Por supuesto, estos momentos memorables suelen estar
acompañados de una circunstancia propicia que antecede ese particular segundo
congelado.
13 de septiembre de 2012, una fecha que nunca olvidaré. En
parte porque es el cumpleaños de uno de mis hermanos, valor que se suma al
adquirido desde hoy tras una historia de aeropuerto nada de agradable en un
inicio, que se transformó en sus términos, en una intensa anécdota.
Este año, celebramos al hermano antes mencionado como una
coyuntura especial. Era relevante porque en el clan teníamos la misión de
aguantar contra viento y marea hasta las 3 de la madrugada, hora que nos pasaba
a buscar el transfer para ir al aeropuerto. Esa connotación planteaba un
desafío más allá de la hora en sí, era más bien el saber que se venían largas
horas de aburrida y ansiosa espera, extenso tiempo que pasa como uno de letargo
automático, de miradas al techo, observaciones a los personajes singulares y
recorridos simbólicos a pie bajo la estructura de un gran edificio. Esos si son
minutos para muchos desperdiciados, para otros significan la despedida de la
rutina y el abrazo a la antesala de un nuevo viaje. Todo eso es lo normal, esta
vez no sería así.
Transfer, autopista, cansancio y aeropuerto, maletas, tediosa
cola por registro y el cruce límite, el de la policía, muy susceptible.
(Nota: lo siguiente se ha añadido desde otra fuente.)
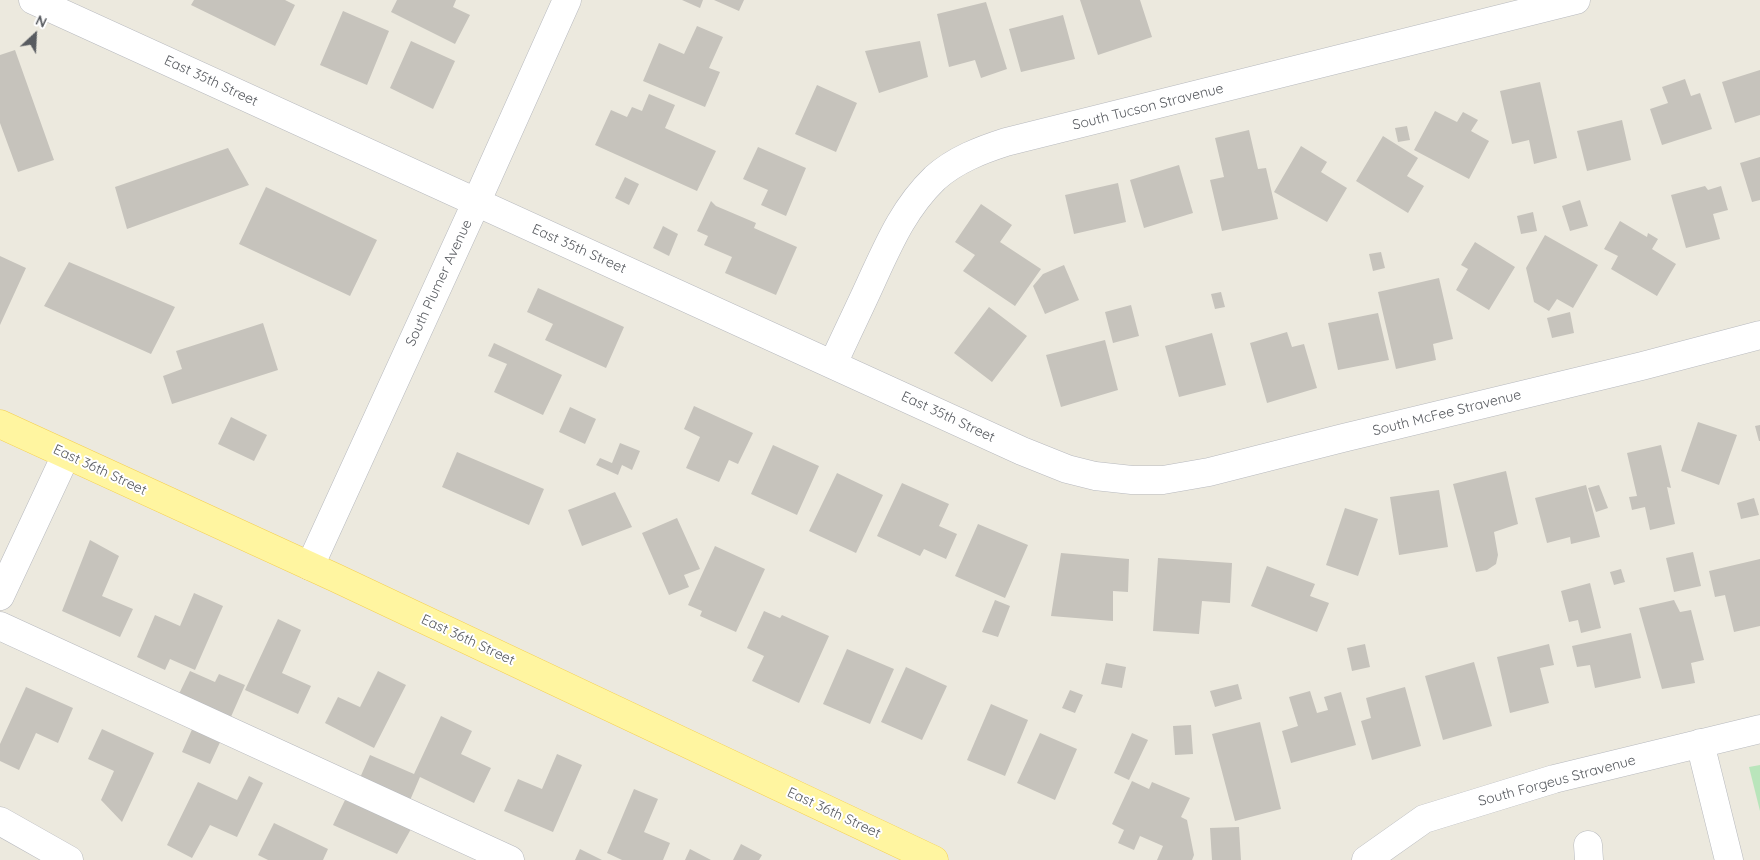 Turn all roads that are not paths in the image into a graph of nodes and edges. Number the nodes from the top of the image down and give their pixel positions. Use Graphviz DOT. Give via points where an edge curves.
graph roads {
  1 [pos="33,0"];
  2 [pos="566,0"];
  3 [pos="1576,0"];
  4 [pos="476,203"];
  5 [pos="1760,335"];
  6 [pos="833,364"];
  7 [pos="0,424"];
  8 [pos="66,455"];
  9 [pos="1132,480"];
  10 [pos="310,566"];
  11 [pos="0,596"];
  12 [pos="0,626"];
  13 [pos="1760,729"];
  14 [pos="1700,743"];
  15 [pos="0,821"];
  16 [pos="69,860"];
  17 [pos="510,860"];
  18 [pos="934,860"];
  19 [pos="1366,860"];
  20 [pos="1729,860"];
  1 -- 4 [label="street, East 35th Street"];
  2 -- 4 [label="street, South Plumer Avenue"];
  3 -- 6 [label="street, South Tucson Stravenue" via="1006,142 962,159 936,177 898,224"];
  4 -- 6 [label="street, East 35th Street"];
  4 -- 10 [label="street, South Plumer Avenue"];
  5 -- 9 [label="street, South McFee Stravenue" via="1209,472 1163,480"];
  6 -- 9 [label="street, East 35th Street" via="1066,469"];
  7 -- 8 [label="main road, East 36th Street"];
  8 -- 10 [label="main road, East 36th Street"];
  8 -- 11 [label="street"];
  10 -- 18 [label="main road, East 36th Street"];
  12 -- 17 [label="street"];
  13 -- 14 [label="street, South Forgeus Stravenue"];
  14 -- 19 [label="street, South Forgeus Stravenue" via="1554,779 1424,819"];
  14 -- 20 [label="street"];
  15 -- 16 [label="street"];
} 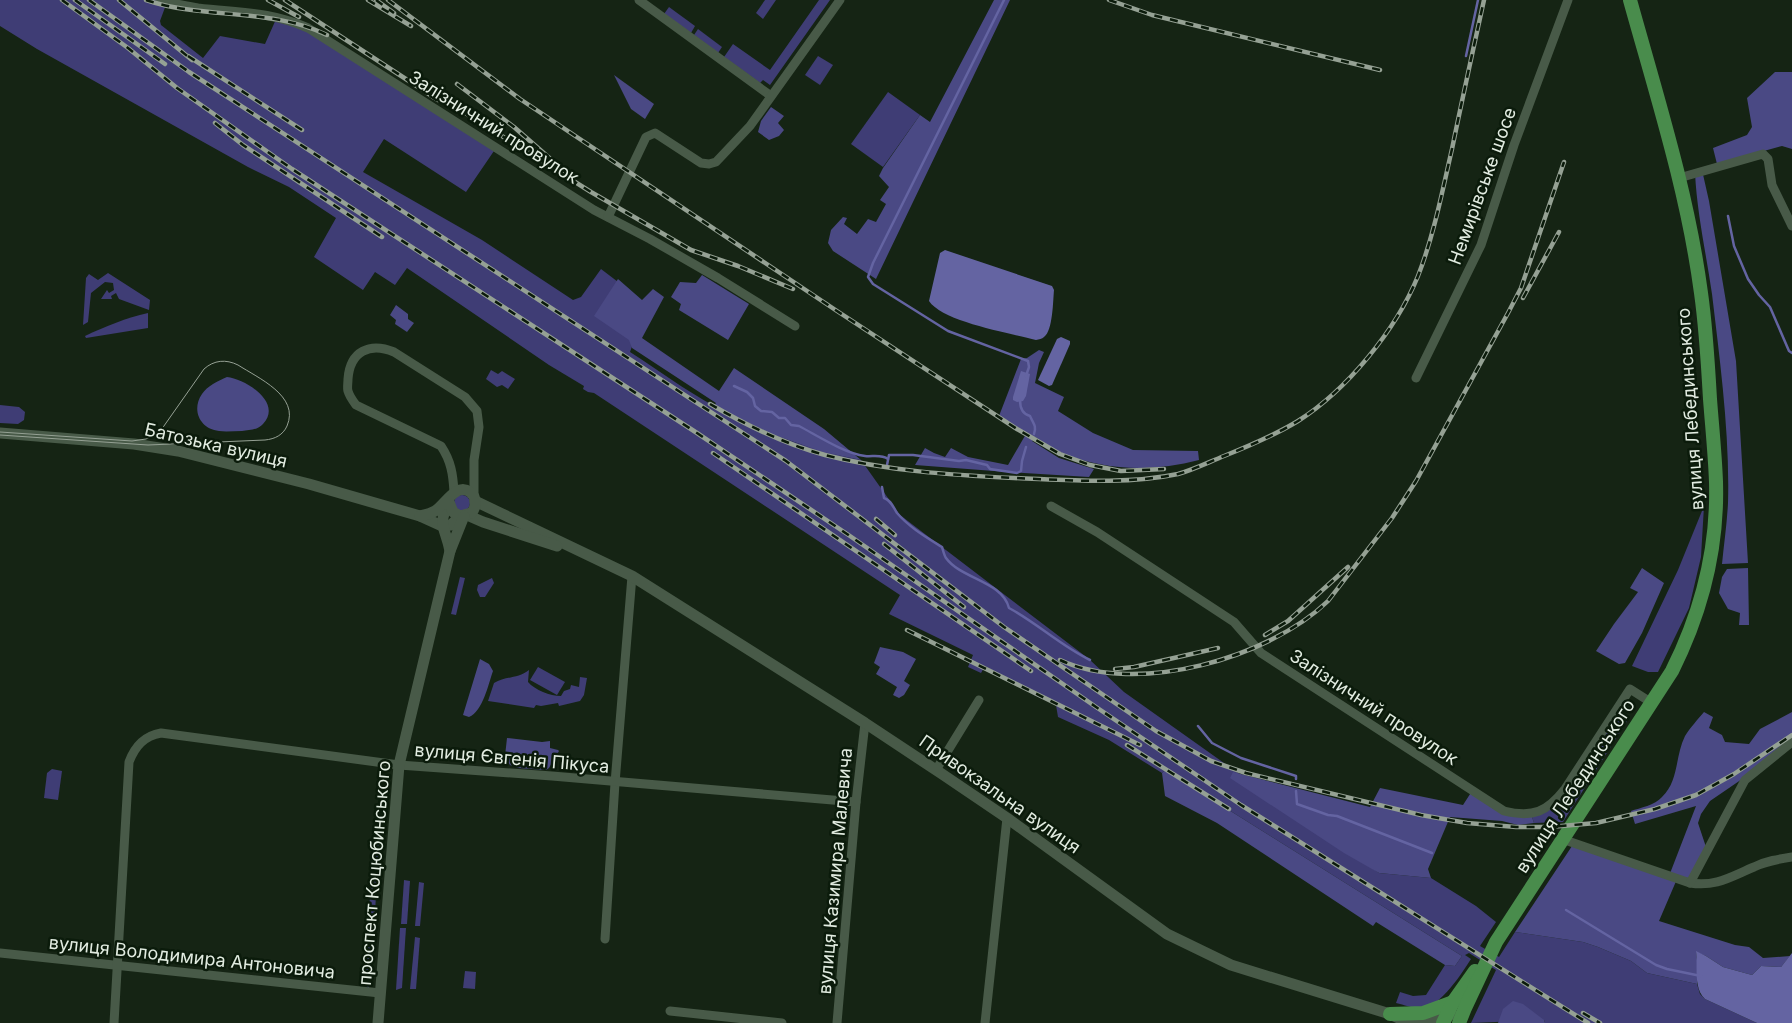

Me tocó en la ventanilla 11. Era a mi derecha y estaba sólo a
dos metros del punto de espera demarcada con una línea amarilla. Dos metros que
en ese instante y sin saberlo, me separaban de una nueva aventura.
Bastó menos de un minuto con los documentos en sus manos para
que el ejecutivo me demostrara con un rostro de desaprobación que algo no
estaba bien conmigo. Cerró con pestillo el cubículo y dirigiéndome con ademanes
me indicó un mesón de atención de jerarquía superior y resoluciones generales.
Ahí estaba yo, aún con cierta ingenuidad mirando de frente una catástrofe que
se veía inevitable.
Así, me comienzan a contar la razón del problema. Hablan de
orden de arraigo y detención. Se me puso la mente en blanco por la sorpresa,
pero exaltado alegué mi inocencia -de la que estaba seguro-, apelando a mi buen
comportamiento, mi, mi mi nada. La verdad, es que no es un mi, sino justamente
lo contrario, el recurso de mi no culpa. La sentencia melodramática al civil
equivocado.
Análisis: cuadrados, como solo ese tipo de gente entrenada
para eso puede ser. Es frustrante, no entienden argumentos, solo entienden
sobre orden, el mensaje que les da la pantalla –el desactualizado sistema
interno- y el funcionamiento irrestricto del primitivo protocolo.
En eso llegó mi padre, quien lamentaba la situación con un
buen carácter que se sumaba a ese peculiar manejo que los chilenos corrientes
han aprehendido a utilizar con las autoridades uniformadas. El estado de ambos
era de una especie de shock liviano, sin saber bien las consecuencias y en mi
caso, evitando la reacción correcta a la injusticia que sucedía. Yo insistí,
apelé a mi no culpabilidad de los hechos que se me imputaban, pero la respuesta
que adoptaban y que se hacía repetida, era que el computador mostraba orden de
arraigo, siendo eso lo único visible para las frías autoridades.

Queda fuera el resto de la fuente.